My daughter isn’t like most kids her age. While all my friends’ children long for the summer months, of freedom and sunshine and time spent outdoors, my daughter wishes school never ended. In fact, she’s decided to take four courses over the next eight weeks, even though only two of them will count toward her high school accreditation.
She wants to be in a classroom, reading a textbook, taking tests, writing essays and learning. She is a very intelligent child and has always loved to read. My husband and I were also quite academic when we were younger, but we balanced our lives with athletics and time in nature.
My concern is that children NEED sunshine, fresh air and movement. She NEEDS to be outdoors, laughing, being silly, enjoying her freedom, but I obviously can’t force anything upon her. What do I do?
Indoor Cat
Depending on her age, you can use your role as a parent to enforce some rules. No screens for an hour before bedtime is a rule; kids may not like it, but it’s for their mental health and promotes better sleep, which is imperative for their overall health. Everyone needs the added vitamin D that the summer sun provides in this part of the world.

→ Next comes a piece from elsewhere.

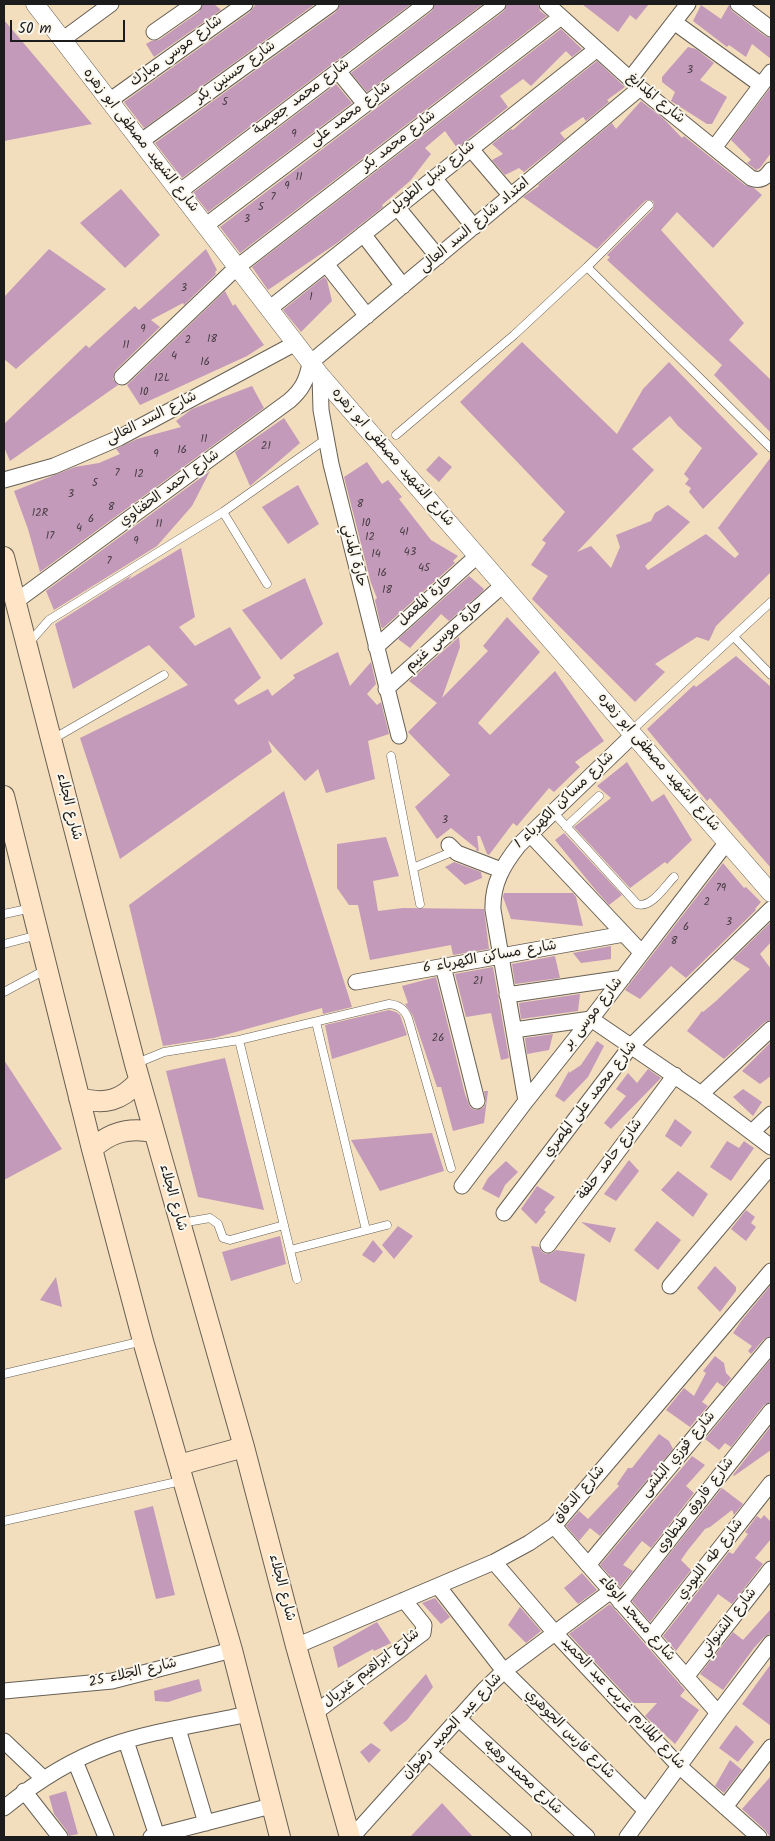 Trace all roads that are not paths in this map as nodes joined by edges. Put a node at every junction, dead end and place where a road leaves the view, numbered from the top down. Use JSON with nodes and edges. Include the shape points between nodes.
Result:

It’s great that she wants to stay academically strong, and it’s fine if she’s not an athletic person at this stage of her life (or ever). But it’s your job as her parent to teach her about balance, and to push her out of her comfort zone, especially if it’s better for her physical and mental health.
Set up some schedules and rules. For example, four courses mean too much screen time. Every eye doctor will tell you that children need to take screen breaks for eye health. Insist she drop one of her extra courses (if not both) and enrol in some type of outdoor activity. Yoga in the park, sailing through the city camps program, walking the dog along the beach boardwalk – all can be non-strenuous, nonathletic outdoor activities, where she can still get the benefits of sunshine and fresh air.
A few years ago, I bought a cottage. I’ve wanted to own a cottage ever since I was a teenager, and I was finally able to afford one. I had been watching the market since before COVID and knew it was out of my reach. When I suddenly found myself with the financial possibility, I was fortunate enough to be at the right place at the right time, when the cottage market took a downturn.
It’s my happy place. I long for the May long weekend when I can put my boats in the water (nothing fancy, just canoes, kayaks, SUPs), my chairs on the deck, and my feet up listening to the loons. Unfortunately, my wife hates it. She hates the bugs, hates the quiet and hates the constant packing up.
Last summer she tied up her social calendar so much that she could purposefully barely make it up there. This caused a rift all year between us. She started complaining the minute I started to get excited. Now I don’t really want her to come.
Where do we go from here?
Cottage (Dis)Content
You two need to talk. You’re choosing a home and solitude over time with your wife, and she’s choosing her social network over time with you. You’re both choosing a life outside of your marriage.
You two need to compromise your time to spend it together, agree to (happily) spend the summers apart, or get a divorce. The way you’re going now is causing resentment which will eventually lead to divorce anyway.